Darbeyle birlikte halkın üstüne kara bir bulut çöktü. Yıllar boyunca Türkiye’nin dört bir yanındaki köy okullarında çocuklara ışık tutan öğretmenler, aydınlar, sendikacılar, gazeteciler birer birer susturuldu. Demokrasiye inanan, insan haklarını savunan, halkın refahını düşünen herkes ya tutuklandı ya da işkencelerle susturuldu. Türkiye, sadece bireylerini değil, fikirlerini de kaybetti.

Bu süreçte özellikle okumuş, entelektüel kesim, darbenin hedefi oldu. Fikir özgürlüğünün, bilginin, sanatın düşman ilan edildiği bir döneme şahit olduk. İnsanlar kitaplarından korkar hale geldi. Özgürce kitap okumak, tartışmak, sanat yapmak, bilim üretmek imkânsız hale getirildi.
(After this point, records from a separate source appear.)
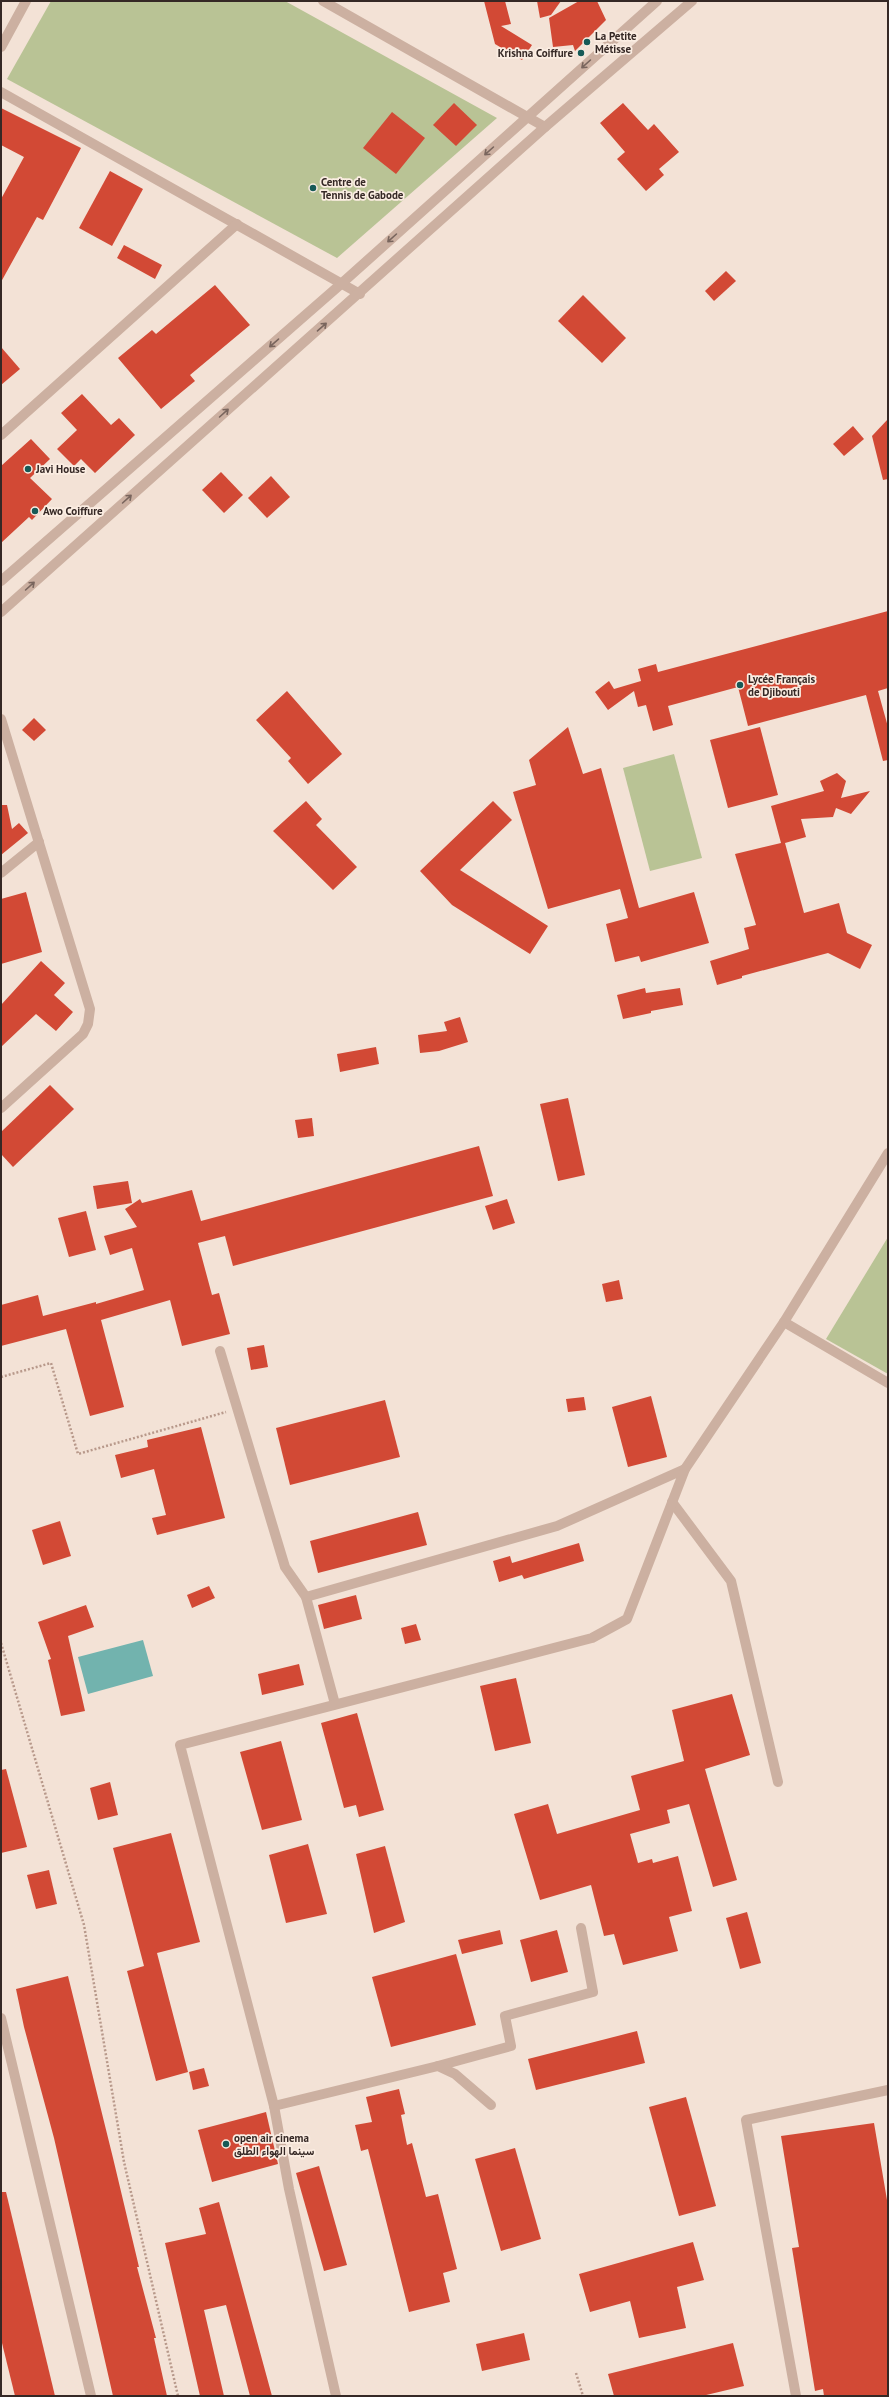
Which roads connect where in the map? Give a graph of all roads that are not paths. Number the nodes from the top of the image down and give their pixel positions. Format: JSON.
{"nodes":[{"id":1,"x":26,"y":1,"type":"edge"},
{"id":2,"x":323,"y":1,"type":"edge"},
{"id":3,"x":657,"y":1,"type":"edge"},
{"id":4,"x":692,"y":1,"type":"edge"},
{"id":5,"x":1,"y":47,"type":"edge"},
{"id":6,"x":1,"y":92,"type":"edge"},
{"id":7,"x":527,"y":116,"type":"junction"},
{"id":8,"x":545,"y":127,"type":"junction"},
{"id":9,"x":237,"y":224,"type":"junction"},
{"id":10,"x":341,"y":284,"type":"junction"},
{"id":11,"x":360,"y":294,"type":"junction"},
{"id":12,"x":1,"y":435,"type":"edge"},
{"id":13,"x":1,"y":581,"type":"edge"},
{"id":14,"x":1,"y":612,"type":"edge"},
{"id":15,"x":1,"y":719,"type":"edge"},
{"id":16,"x":39,"y":842,"type":"junction"},
{"id":17,"x":1,"y":873,"type":"edge"},
{"id":18,"x":1,"y":1108,"type":"edge"},
{"id":19,"x":888,"y":1153,"type":"edge"},
{"id":20,"x":784,"y":1322,"type":"junction"},
{"id":21,"x":220,"y":1351,"type":"dead end"},
{"id":22,"x":888,"y":1383,"type":"edge"},
{"id":23,"x":685,"y":1469,"type":"junction"},
{"id":24,"x":672,"y":1502,"type":"junction"},
{"id":25,"x":306,"y":1597,"type":"junction"},
{"id":26,"x":336,"y":1704,"type":"junction"},
{"id":27,"x":778,"y":1782,"type":"dead end"},
{"id":28,"x":581,"y":1928,"type":"dead end"},
{"id":29,"x":1,"y":2018,"type":"edge"},
{"id":30,"x":438,"y":2066,"type":"junction"},
{"id":31,"x":888,"y":2090,"type":"edge"},
{"id":32,"x":491,"y":2105,"type":"dead end"},
{"id":33,"x":274,"y":2106,"type":"junction"},
{"id":34,"x":90,"y":2396,"type":"edge"},
{"id":35,"x":336,"y":2396,"type":"edge"},
{"id":36,"x":796,"y":2396,"type":"edge"}],
"edges":[{"from":1,"to":5,"type":"street"},
{"from":2,"to":7,"type":"street"},
{"from":3,"to":7,"type":"street","one_way":true},
{"from":4,"to":8,"type":"street"},
{"from":6,"to":9,"type":"street"},
{"from":7,"to":8,"type":"street"},
{"from":7,"to":10,"type":"street","one_way":true},
{"from":8,"to":11,"type":"street"},
{"from":9,"to":10,"type":"street"},
{"from":9,"to":12,"type":"street"},
{"from":10,"to":11,"type":"street"},
{"from":10,"to":13,"type":"street","one_way":true},
{"from":14,"to":11,"type":"street","one_way":true},
{"from":15,"to":16,"type":"street"},
{"from":16,"to":17,"type":"street"},
{"from":16,"to":18,"type":"street"},
{"from":19,"to":20,"type":"street"},
{"from":20,"to":22,"type":"street"},
{"from":20,"to":23,"type":"street"},
{"from":21,"to":25,"type":"street"},
{"from":23,"to":24,"type":"street"},
{"from":23,"to":25,"type":"street"},
{"from":24,"to":26,"type":"street"},
{"from":24,"to":27,"type":"street"},
{"from":25,"to":26,"type":"street"},
{"from":26,"to":33,"type":"street"},
{"from":28,"to":30,"type":"street"},
{"from":29,"to":34,"type":"street"},
{"from":30,"to":32,"type":"street"},
{"from":30,"to":33,"type":"street"},
{"from":31,"to":36,"type":"street"},
{"from":33,"to":35,"type":"street"}]}
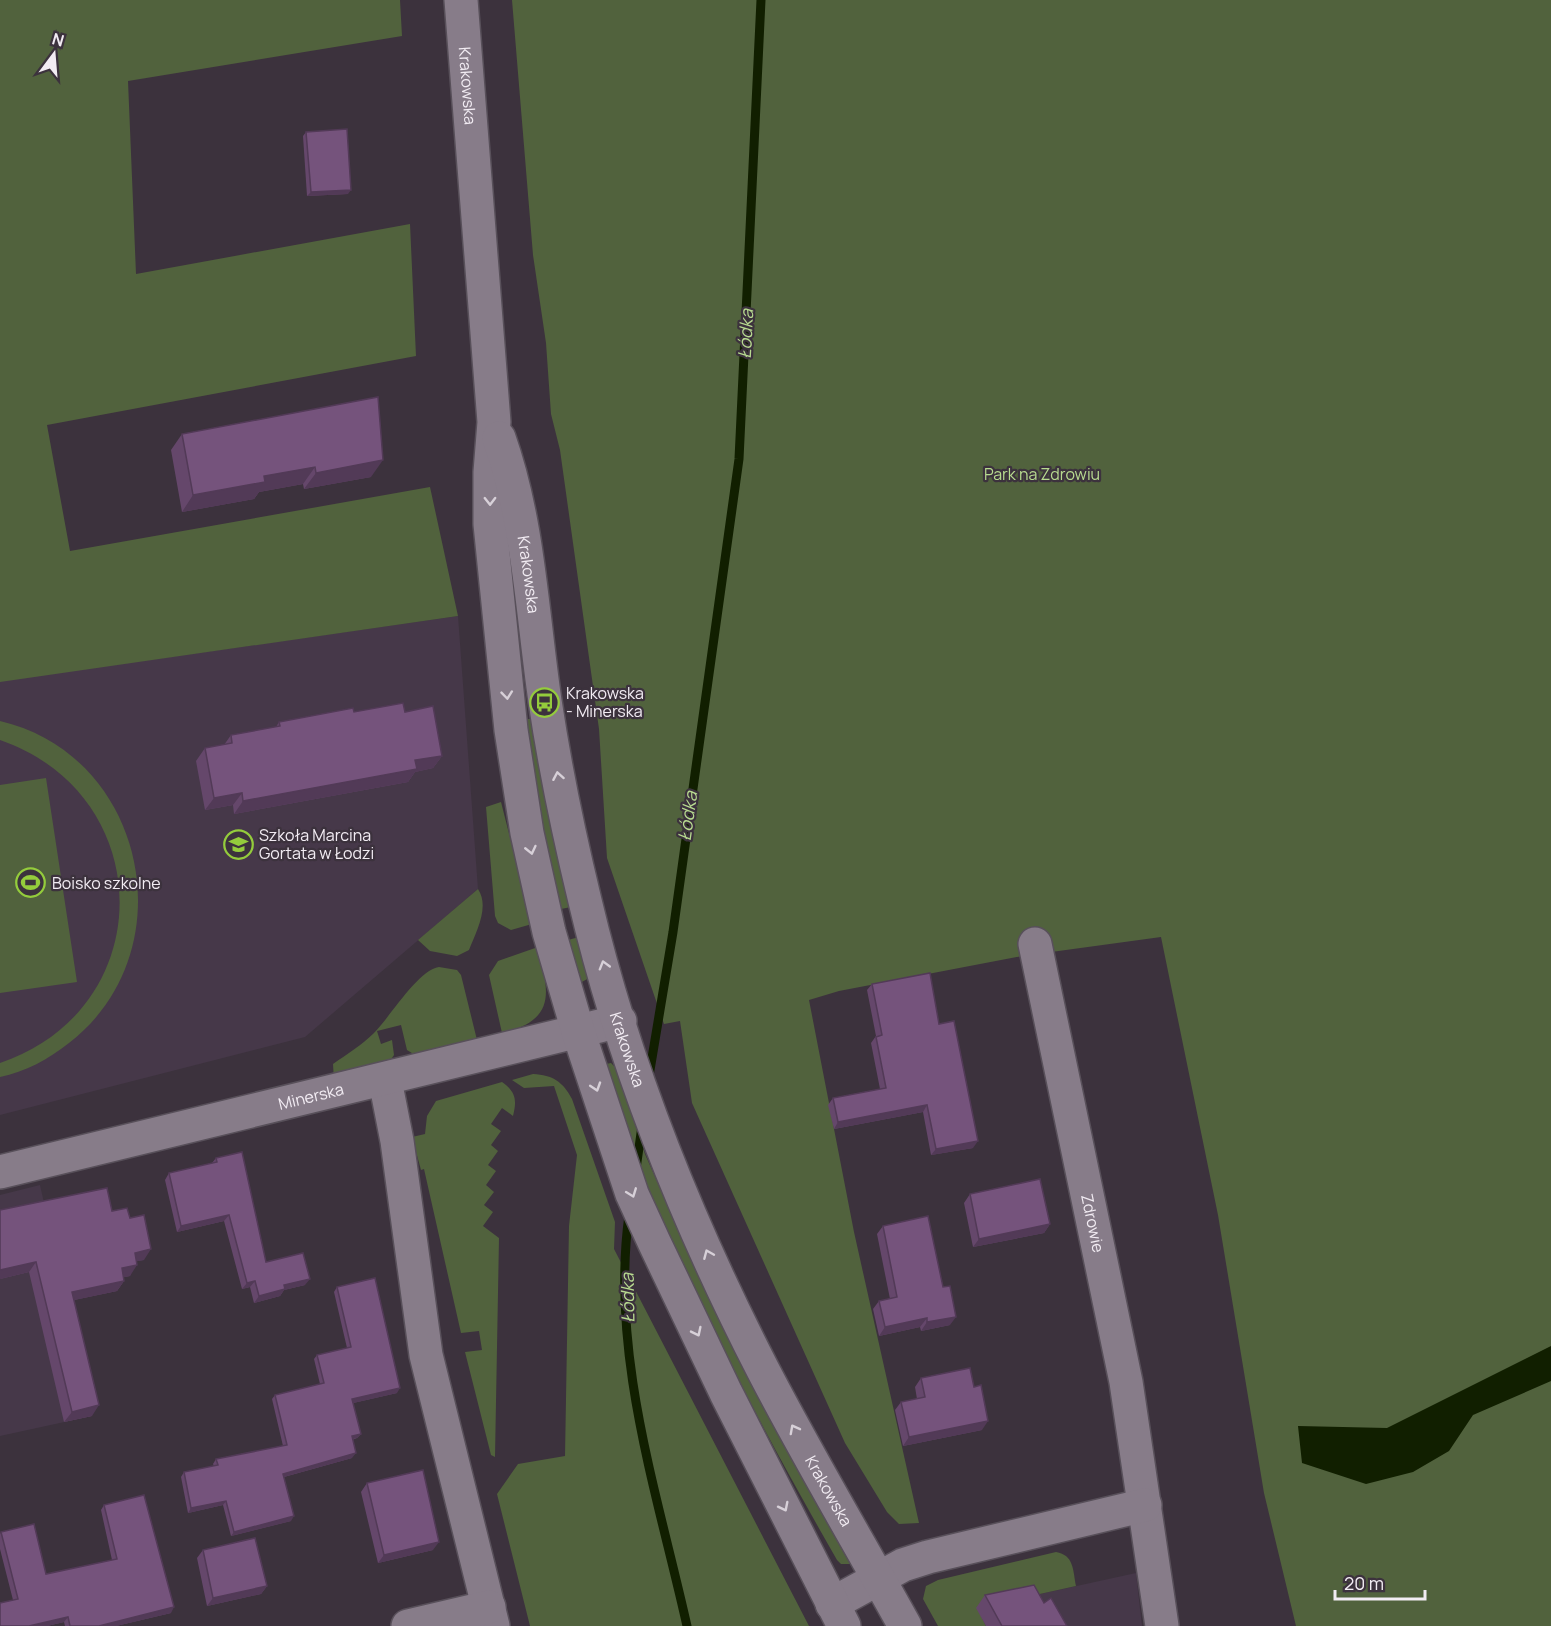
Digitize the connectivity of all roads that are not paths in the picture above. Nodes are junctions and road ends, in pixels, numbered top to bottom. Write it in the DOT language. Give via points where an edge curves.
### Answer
graph roads {
  1 [pos="461,0"];
  2 [pos="494,422"];
  3 [pos="1035,944"];
  4 [pos="578,1031"];
  5 [pos="624,1036"];
  6 [pos="385,1080"];
  7 [pos="0,1172"];
  8 [pos="1145,1505"];
  9 [pos="878,1579"];
  10 [pos="838,1615"];
  11 [pos="491,1617"];
  12 [pos="408,1626"];
  13 [pos="905,1626"];
  14 [pos="1162,1626"];
  1 -- 2 [label="main road, Krakowska"];
  2 -- 4 [label="main road, Krakowska, one-way" via="490,524 510,730 529,844"];
  5 -- 2 [label="main road, Krakowska, one-way" via="586,904 563,801 545,702 523,523"];
  3 -- 8 [label="main road, Zdrowie" via="1126,1383"];
  4 -- 5 [label="main road, Minerska"];
  4 -- 6 [label="main road, Minerska"];
  4 -- 10 [label="main road, Krakowska, one-way" via="632,1194"];
  9 -- 5 [label="main road, Krakowska, one-way" via="728,1299 661,1144"];
  6 -- 7 [label="main road, Minerska"];
  6 -- 11 [label="main road" via="426,1355"];
  8 -- 9 [label="main road" via="944,1552 903,1565"];
  8 -- 14 [label="main road, Zdrowie"];
  9 -- 10 [label="main road"];
  9 -- 13 [label="main road, Krakowska"];
  11 -- 12 [label="main road"];
}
Üniversitelerde akademik özgürlükler ortadan kalktı, sendikalar kapatıldı, muhalif sesler bastırıldı. Bir milletin gelişmesinin en temel dinamikleri olan özgür düşünce, bilim ve sanat yok edildi.

12 Eylül, Türkiye’nin ruhunu aldı. Yalnızca demokrasiye değil, insan haklarına, adalete, özgürlüğe de büyük darbe vurdu. Bugün içinde bulunduğumuz pek çok sosyal, ekonomik ve kültürel sorunun kökeninde o karanlık dönem yatıyor. Darbenin ardından kurulan baskı rejimi, yıllar içinde Türkiye’yi içine kapanık, özgüvenini yitirmiş, korku içinde yaşayan bir topluma dönüştürdü. Üretkenlik azaldı, eğitim seviyeleri düştü, tarım ve hayvancılık gibi ülkenin temel ekonomik faaliyetleri geriledi. Kendi kendine yeten bir ülke olmaktan çıktık.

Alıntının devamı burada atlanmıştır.